Describe the bug We only care about 1 prediction step, so we invoke the prediction by saying: pred_series = my_model.predict(n=1). This works, and I am able to get the scaled version of what the usage is going to be next week. However, I want the human-readable/understandable number, and so I do: print(transformer.inverse_transform(pred_series)). I then get the following error:

  File "train/run_models.py", line 124, in get_model
    print(transformer.inverse_transform(pred_series))
  File "/home/ec2-user/darts/lib/python3.7/site-packages/darts/preprocessing/scaler_wrapper.py", line 102, in inverse_transform
    reshape((-1, series.width))))
  File "/home/ec2-user/darts/lib/python3.7/site-packages/darts/timeseries.py", line 571, in from_times_and_values
    return TimeSeries(df, freq, fill_missing_dates)
  File "/home/ec2-user/darts/lib/python3.7/site-packages/darts/timeseries.py", line 58, in __init__
    'is not passed', logger)
  File "/home/ec2-user/darts/lib/python3.7/site-packages/darts/logging.py", line 54, in raise_if_not
    raise ValueError(message)

I read through the source code and didn’t see any place in the inverse_transform() function where the frequency is being passed. Merely:

return TimeSeries.from_times_and_values(series.time_index(),
                                                self.transformer.inverse_transform(series.values().
                                                                                   reshape((-1, series.width))))
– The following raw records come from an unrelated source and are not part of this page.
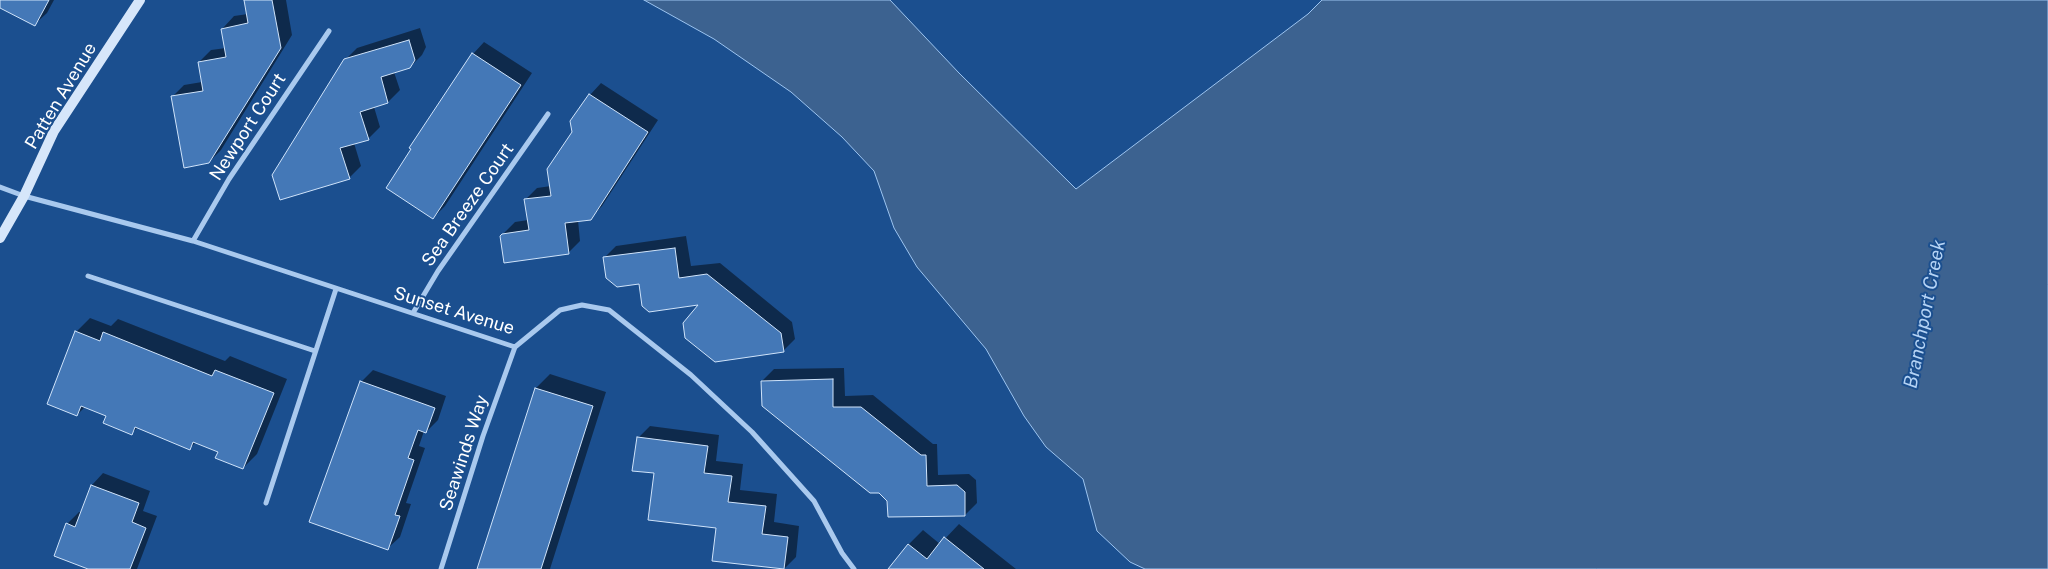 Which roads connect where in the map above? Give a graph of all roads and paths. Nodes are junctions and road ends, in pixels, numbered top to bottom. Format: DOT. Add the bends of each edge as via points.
graph roads {
  1 [pos="140,0"];
  2 [pos="328,31"];
  3 [pos="548,114"];
  4 [pos="0,187"];
  5 [pos="24,196"];
  6 [pos="0,238"];
  7 [pos="193,241"];
  8 [pos="88,276"];
  9 [pos="336,289"];
  10 [pos="413,313"];
  11 [pos="515,347"];
  12 [pos="316,351"];
  13 [pos="266,503"];
  14 [pos="441,569"];
  15 [pos="854,569"];
  1 -- 5 [label="street, Patten Avenue" via="54,131"];
  2 -- 7 [label="street, Newport Court" via="229,179"];
  3 -- 10 [label="street, Sea Breeze Court" via="438,271"];
  4 -- 5 [label="street, Sunset Avenue"];
  5 -- 6 [label="street, Patten Avenue"];
  5 -- 7 [label="street, Sunset Avenue"];
  7 -- 9 [label="street, Sunset Avenue"];
  8 -- 12 [label="street"];
  9 -- 10 [label="street, Sunset Avenue"];
  9 -- 12 [label="street"];
  10 -- 11 [label="street, Sunset Avenue"];
  11 -- 14 [label="street, Seawinds Way"];
  11 -- 15 [label="street, Sunset Avenue" via="560,310 582,304 609,310 691,375 752,432 814,501"];
  12 -- 13 [label="street"];
} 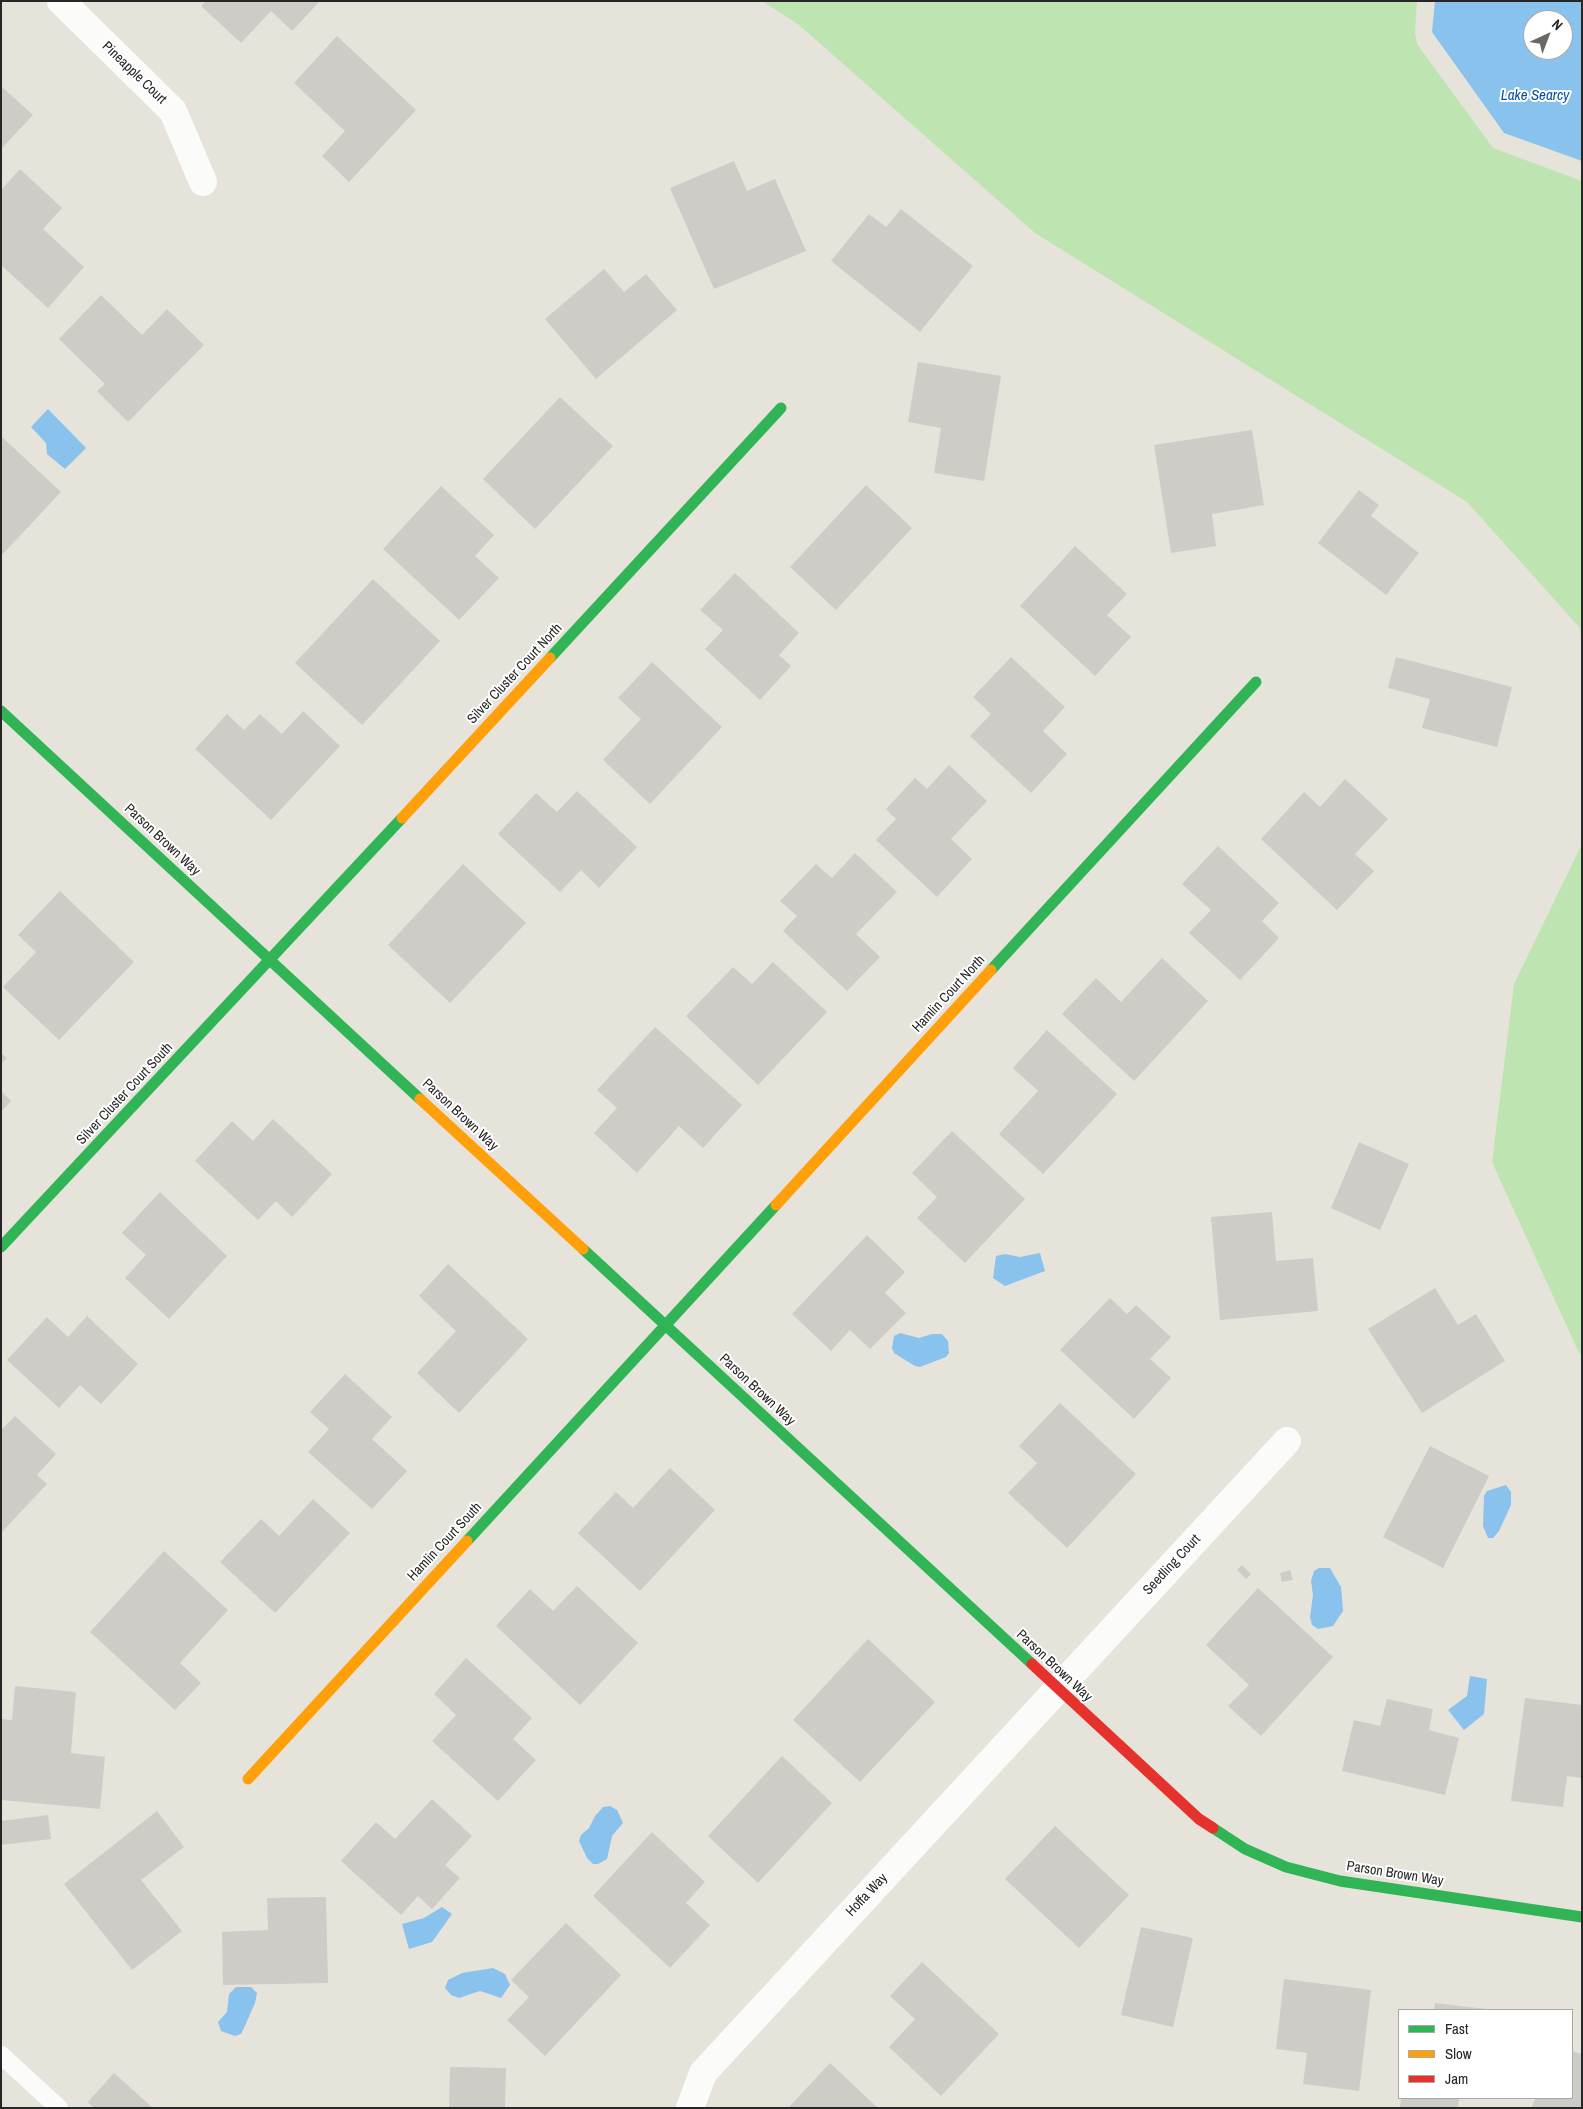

I then tried to pass the frequency argument as follows: print(transformer.inverse_transform(pred_series), "W-SUN"), and got this error instead:

  File "train/run_models.py", line 124, in get_model
    print(transformer.inverse_transform(pred_series, "W-SUN"))
TypeError: inverse_transform() takes 2 positional arguments but 3 were given

I put “W” instead of “W-SUN” too, with similar results (same error, that is).

So my question is, how to use darts to get precisely 1 prediction? And for it to be not scaled? I could generate 3, pick the first one and that’d be that, but I’m not sure if that’s the best/right approach to this problem.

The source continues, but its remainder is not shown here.